THE DATA ->
[Start of Attachment]

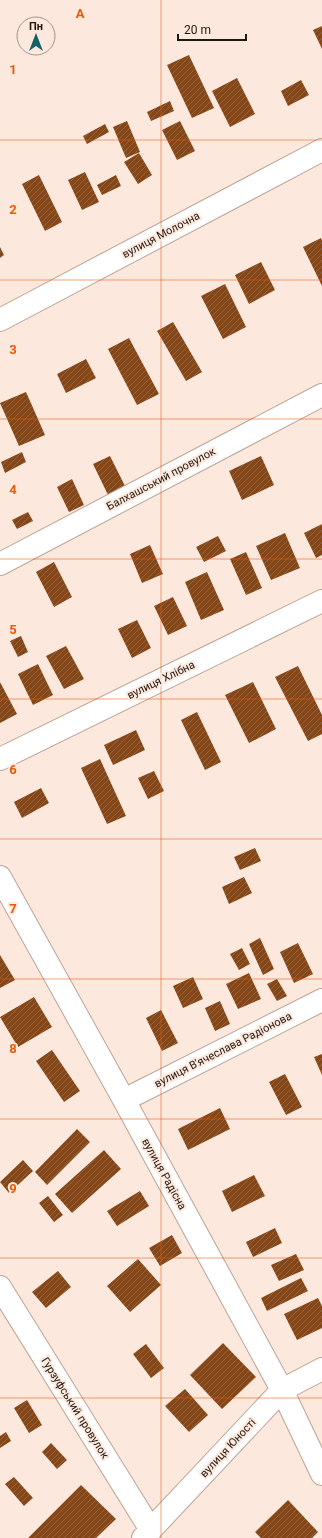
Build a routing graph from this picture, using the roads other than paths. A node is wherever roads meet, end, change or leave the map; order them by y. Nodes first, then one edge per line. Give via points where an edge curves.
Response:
1 (322, 150) edge
2 (0, 320) edge
3 (322, 394) edge
4 (0, 564) edge
5 (322, 601) edge
6 (0, 759) edge
7 (0, 877) edge
8 (322, 1000) edge
9 (124, 1100) junction
10 (0, 1287) edge
11 (322, 1369) edge
12 (282, 1390) junction
13 (322, 1474) edge
14 (147, 1534) edge

1 - 2 street, вулиця Молочна
3 - 4 street, Балхашський провулок
5 - 6 street, вулиця Хлібна
7 - 9 street, вулиця Радісна
8 - 9 street, вулиця В'ячеслава Радіонова
9 - 12 street, вулиця Радісна
10 - 14 street, Гурзуфський провулок
11 - 12 street, вулиця Юності
12 - 13 street, вулиця Радісна
12 - 14 street, вулиця Юності

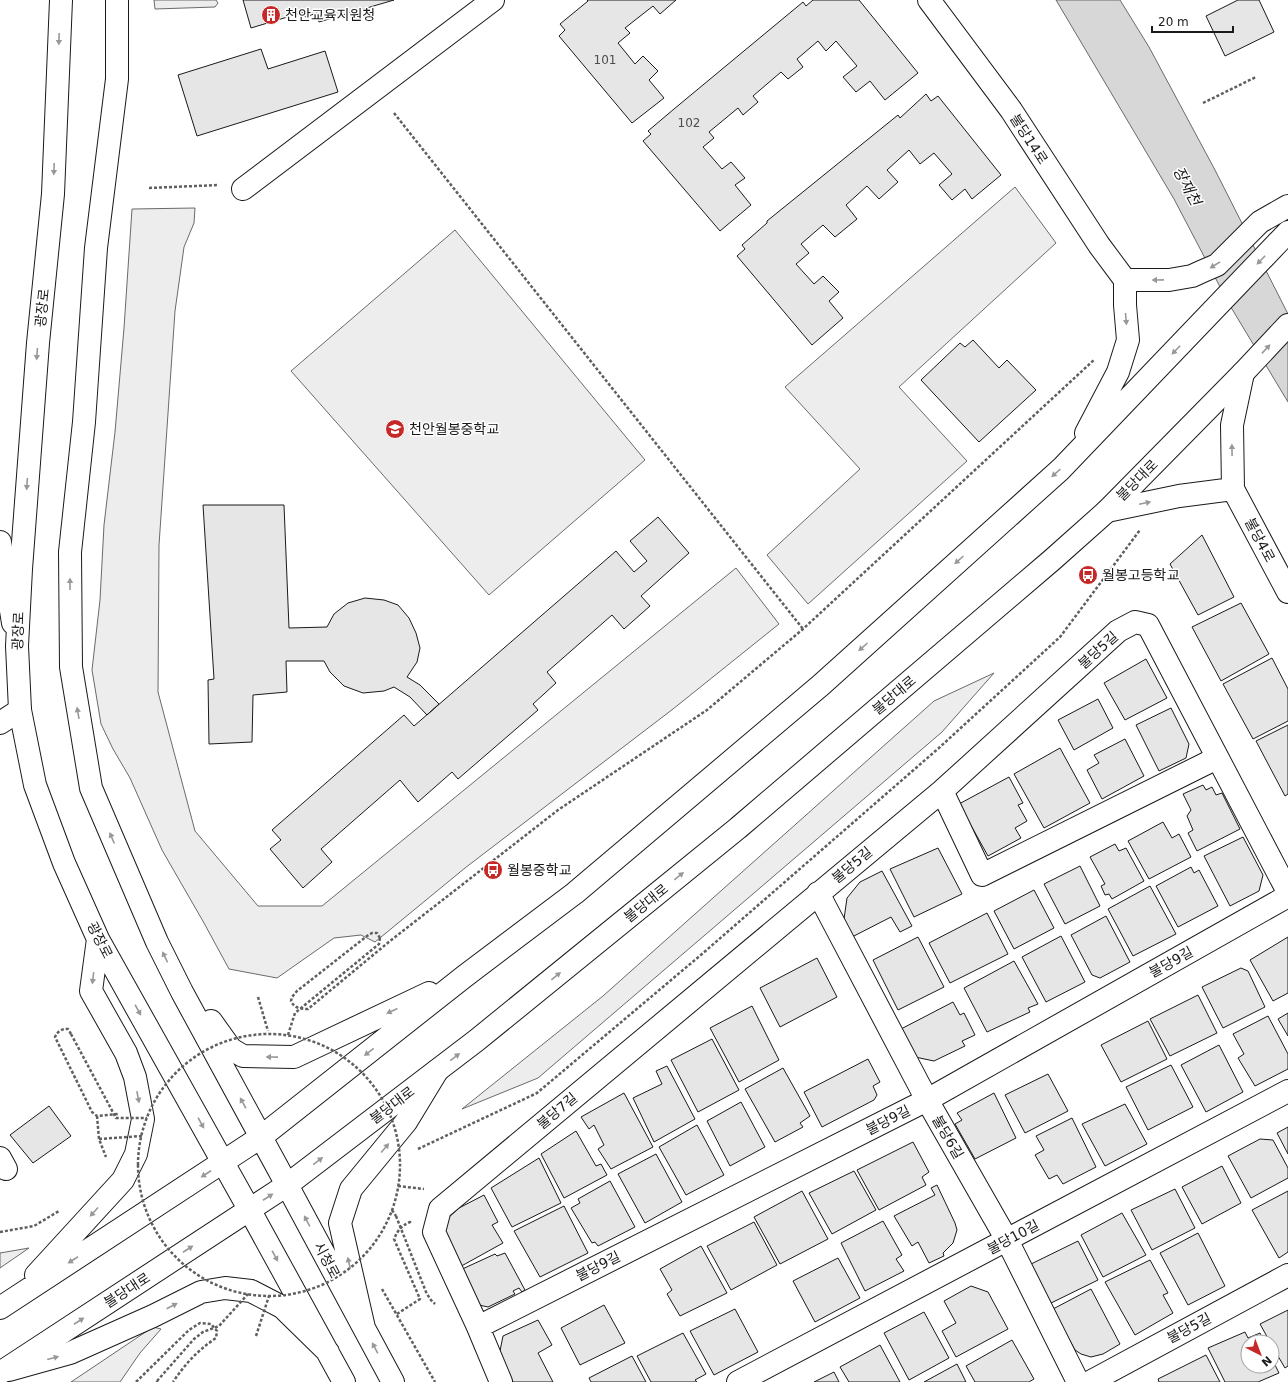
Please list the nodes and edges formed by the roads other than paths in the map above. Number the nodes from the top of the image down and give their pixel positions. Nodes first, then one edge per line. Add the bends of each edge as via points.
1 (61, 0) edge
2 (117, 0) edge
3 (493, 0) edge
4 (929, 0) edge
5 (233, 187) road end
6 (1288, 206) edge
7 (1288, 232) edge
8 (1125, 280) junction
9 (1288, 325) edge
10 (1243, 373) junction
11 (1074, 455) junction
12 (1233, 489) junction
13 (1107, 511) junction
14 (0, 542) edge
15 (1288, 592) edge
16 (17, 646) junction
17 (20, 710) junction
18 (0, 723) edge
19 (1217, 758) junction
20 (942, 791) junction
21 (1288, 892) edge
22 (818, 893) junction
23 (1288, 896) edge
24 (98, 939) junction
25 (465, 976) junction
26 (182, 992) junction
27 (436, 1071) junction
28 (1288, 1091) edge
29 (927, 1100) junction
30 (261, 1137) junction
31 (224, 1163) junction
32 (287, 1185) junction
33 (249, 1209) junction
34 (1007, 1240) junction
35 (1288, 1275) edge
36 (8, 1303) edge
37 (478, 1327) junction
38 (364, 1328) junction
39 (328, 1352) junction
40 (1, 1372) edge
41 (344, 1382) edge
42 (393, 1382) edge
43 (501, 1382) edge
44 (738, 1382) edge
45 (1078, 1382) edge
46 (1090, 1382) edge

1 -> 16 main road, 광장로 via 54,194 38,343
26 -> 2 main road via 157,942 91,788 71,667 70,552 84,422 96,248 117,79
3 - 5 main road
4 - 8 main road, 불당14로 via 1011,110 1099,245
6 -> 8 main road via 1260,222 1217,265 1192,276 1168,280
7 -> 11 main road
8 -> 11 main road via 1128,340 1118,372
10 -> 9 main road, 불당대로
12 -> 10 main road via 1232,425
10 - 13 main road, 불당대로
11 -> 25 main road via 821,685 574,893
13 -> 12 main road via 1179,496
12 - 15 main road, 불당4로
27 -> 13 main road, 불당대로 via 738,828
14 - 16 main road
16 - 17 main road, 광장로
17 - 18 main road
17 - 24 main road, 광장로 via 35,785 64,863
19 - 20 main road via 982,874
19 - 20 main road, 불당5길 via 1148,624 1135,622 1118,631
19 - 21 main road, 불당5길
20 - 22 main road, 불당5길
22 - 29 main road, 불당6길
22 - 37 main road, 불당7길 via 440,1209 434,1232
23 - 29 main road, 불당9길
24 -> 31 main road, 광장로
24 -> 36 main road via 92,991 126,1053 134,1077 143,1119 136,1154 123,1180
25 -> 26 main road via 294,1057 243,1056 231,1049 200,1006
25 -> 30 main road
30 -> 26 main road
32 -> 27 main road, 불당대로
38 -> 27 main road via 340,1223 351,1189 406,1122
28 - 34 main road, 불당10길
29 - 34 main road, 불당6길
29 - 37 main road, 불당9길
30 - 31 main road
30 - 32 main road, 시청로
31 - 33 main road, 광장로
31 -> 36 main road
33 -> 32 main road, 불당대로
38 -> 32 main road, 시청로
33 -> 39 main road
40 -> 33 main road, 불당대로
34 - 44 main road, 불당10길
34 - 45 main road, 불당6길
35 - 46 main road, 불당5길
37 - 43 main road, 불당7길
42 -> 38 main road, 시청로
40 -> 39 main road via 70,1353 201,1292 225,1288 251,1291 282,1307
39 - 41 main road

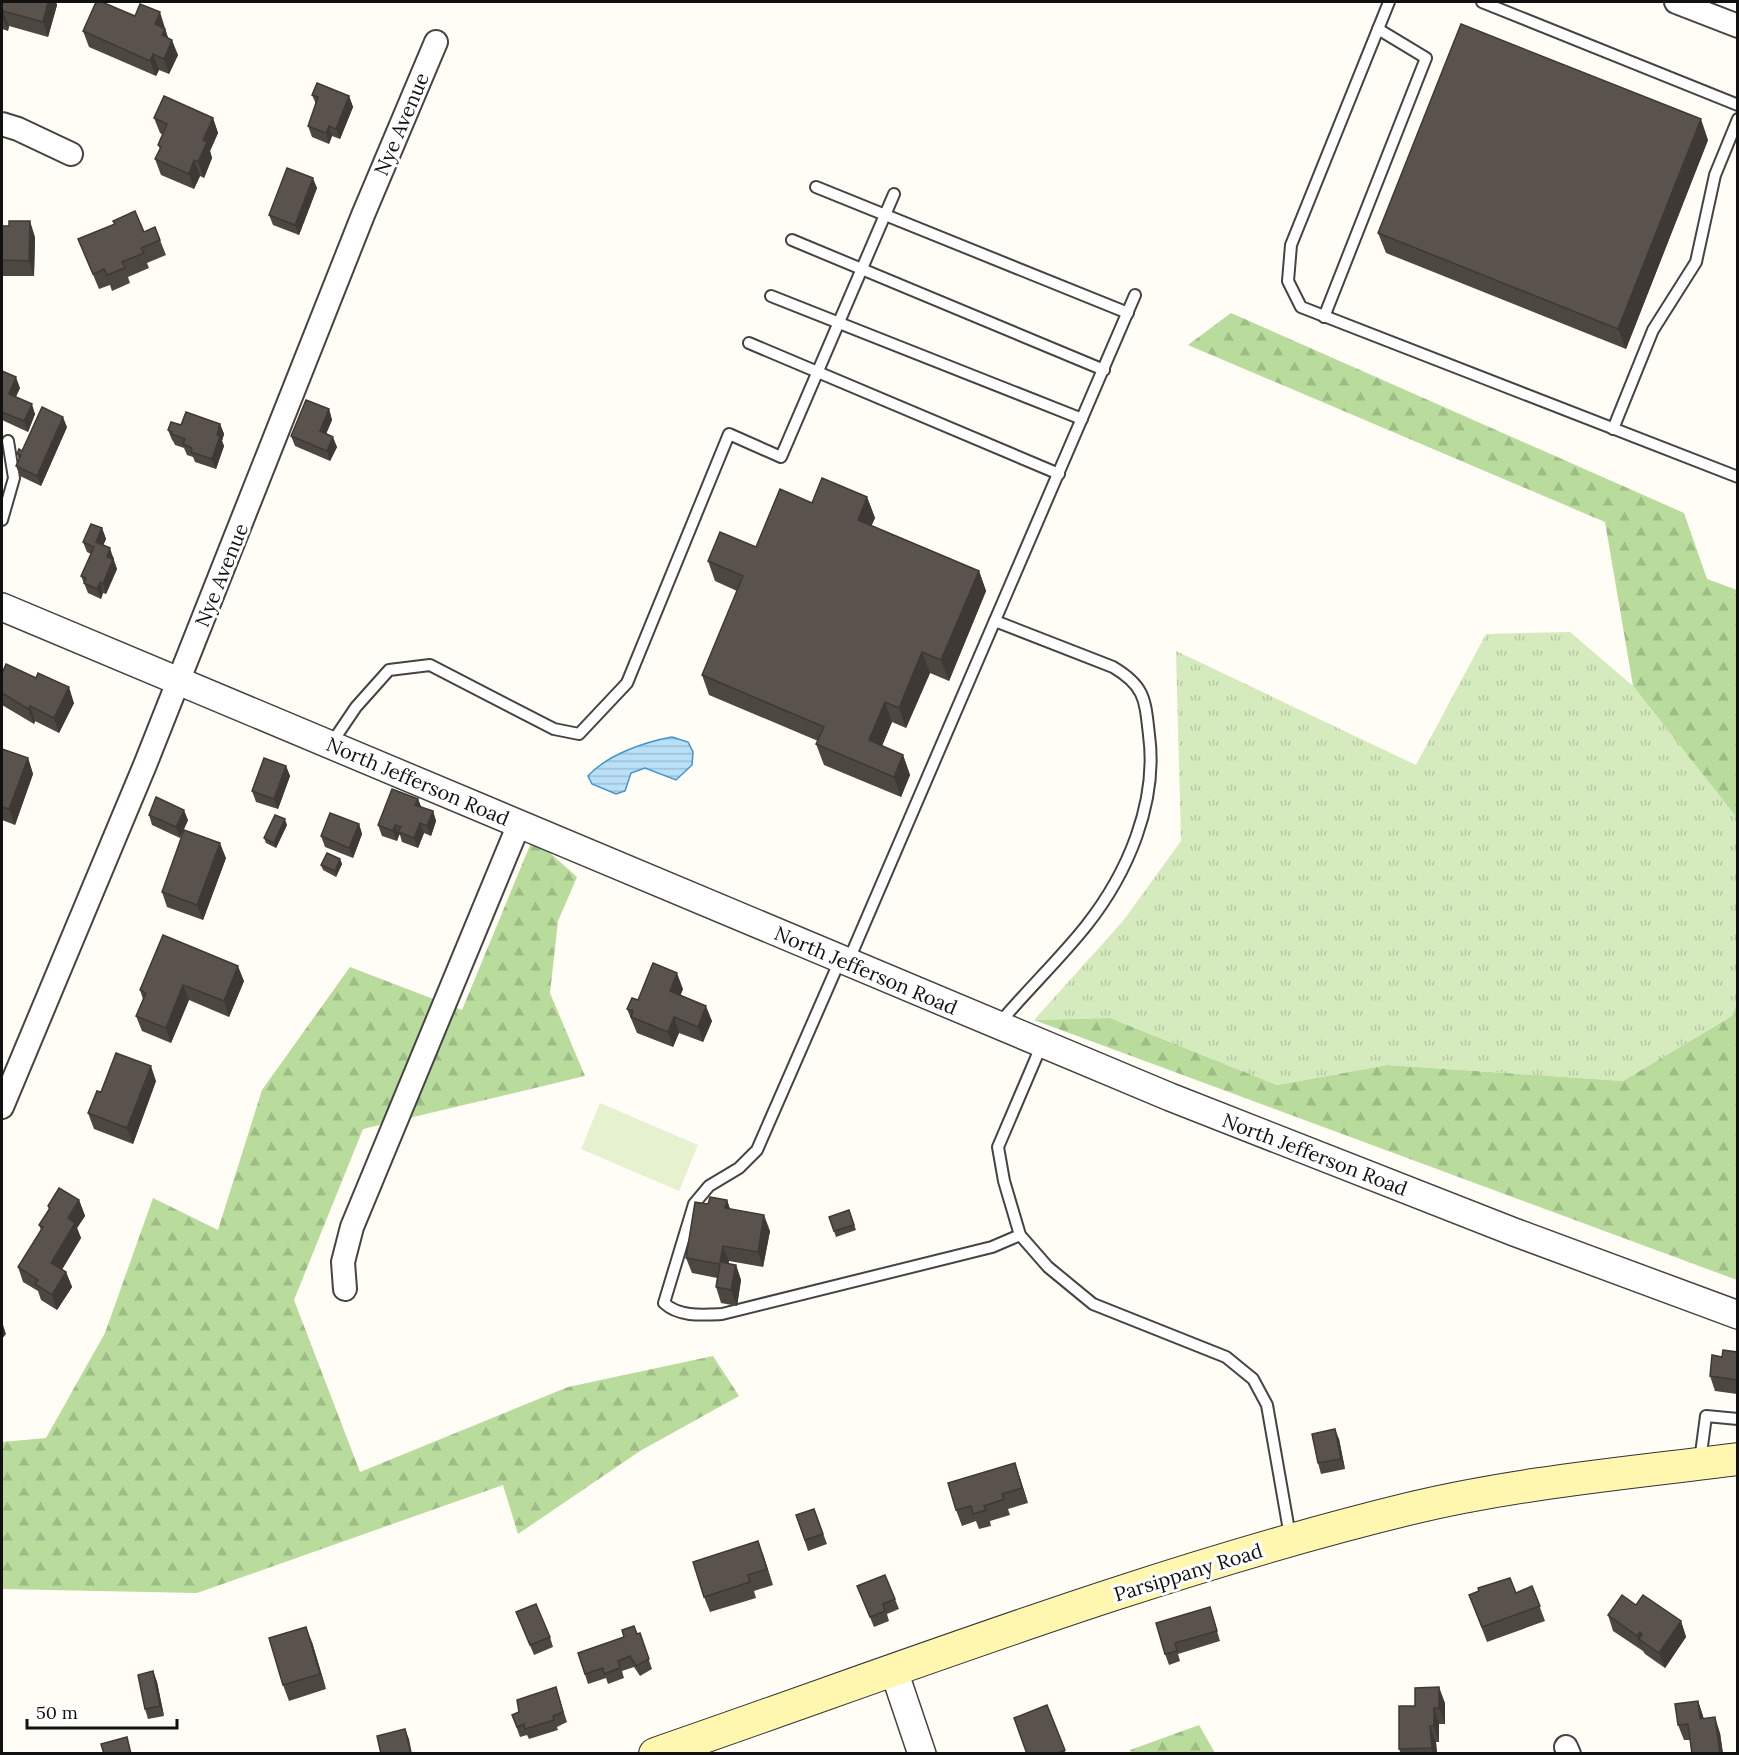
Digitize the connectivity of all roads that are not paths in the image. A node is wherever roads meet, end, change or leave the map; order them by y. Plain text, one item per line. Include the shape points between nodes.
1 (1389, 2) edge
2 (1482, 2) edge
3 (1690, 4) edge
4 (1737, 26) edge
5 (1378, 29) junction
6 (436, 42) dead end
7 (1737, 105) edge
8 (1737, 119) edge
9 (2, 124) edge
10 (71, 154) dead end
11 (816, 187) dead end
12 (894, 194) dead end
13 (885, 215) junction
14 (792, 240) dead end
15 (862, 269) junction
16 (1135, 295) dead end
17 (771, 296) dead end
18 (1128, 313) junction
19 (1324, 317) junction
20 (838, 322) junction
21 (750, 343) dead end
22 (1104, 370) junction
23 (816, 374) junction
24 (1082, 419) junction
25 (1613, 429) junction
26 (8, 441) dead end
27 (1059, 474) junction
28 (1737, 475) edge
29 (2, 520) edge
30 (2, 606) edge
31 (995, 621) junction
32 (179, 680) junction
33 (331, 745) junction
34 (519, 824) junction
35 (844, 961) junction
36 (998, 1026) junction
37 (1042, 1044) junction
38 (2, 1107) edge
39 (1020, 1235) junction
40 (345, 1288) dead end
41 (1737, 1315) edge
42 (1737, 1419) edge
43 (1737, 1459) edge
44 (1700, 1464) junction
45 (1290, 1541) junction
46 (894, 1671) junction
47 (655, 1754) edge
48 (922, 1754) edge

1 - 5 lane
2 - 7 lane
3 - 4 street
5 - 19 lane via 1292,245 1288,281 1301,307
5 - 19 lane via 1426,58
6 - 32 street, Nye Avenue via 363,215
8 - 25 lane via 1715,175 1696,262 1653,330
9 - 10 street
11 - 13 lane
12 - 13 lane
13 - 15 lane
13 - 18 lane
14 - 15 lane
15 - 20 lane
15 - 22 lane
16 - 18 lane
17 - 20 lane
18 - 22 lane
19 - 25 lane
20 - 23 lane
20 - 24 lane
21 - 23 lane
22 - 24 lane
23 - 27 lane
23 - 33 lane via 781,456 729,434 627,683 579,734 554,729 430,665 389,670 356,707
24 - 27 lane
25 - 28 lane
26 - 29 lane via 14,478
27 - 31 lane
30 - 32 street, North Jefferson Road
31 - 35 lane
31 - 36 lane via 1113,667 1129,677 1141,689 1151,764 1142,821 1113,883 1088,924
32 - 33 street, North Jefferson Road
32 - 38 street, Nye Avenue
33 - 34 street, North Jefferson Road
34 - 35 street, North Jefferson Road
34 - 40 street via 352,1227 343,1262
35 - 36 street, North Jefferson Road
35 - 39 lane via 757,1150 739,1168 709,1186 694,1204 664,1303 670,1309 696,1316 722,1314 992,1247
36 - 37 street, North Jefferson Road
37 - 39 lane via 998,1147
37 - 41 street, North Jefferson Road via 1514,1232
39 - 45 lane via 1048,1267 1093,1304 1226,1357 1252,1379 1269,1414
42 - 44 lane via 1706,1416
43 - 44 main road, Parsippany Road
44 - 45 main road, Parsippany Road via 1410,1509
45 - 46 main road, Parsippany Road via 1169,1576
46 - 47 main road, Parsippany Road
46 - 48 street

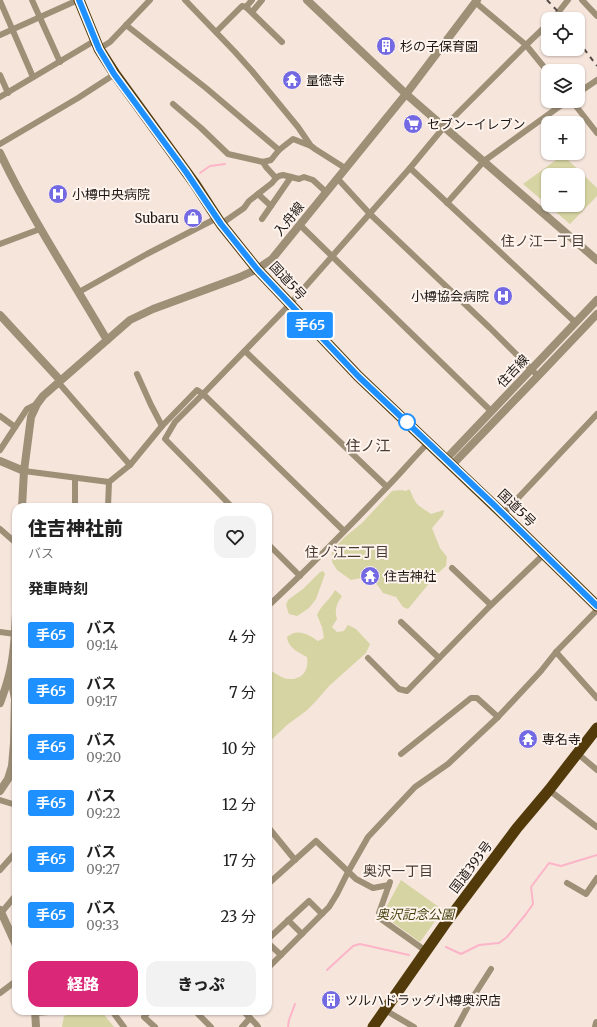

[End of Attachment]

WHAT TO DO ->
Select every line of the material above holding the word "first" and copy it.

WRITTEN SOLUTION ->
Build a routing graph from this picture, using the roads other than paths. A node is wherever roads meet, end, change or leave the map; order them by y. Nodes first, then one edge per line. Give via points where an edge curves.
Please list the nodes and edges formed by the roads other than paths in the map above. Number the nodes from the top of the image down and give their pixel positions. Nodes first, then one edge per line. Add the bends of each edge as via points.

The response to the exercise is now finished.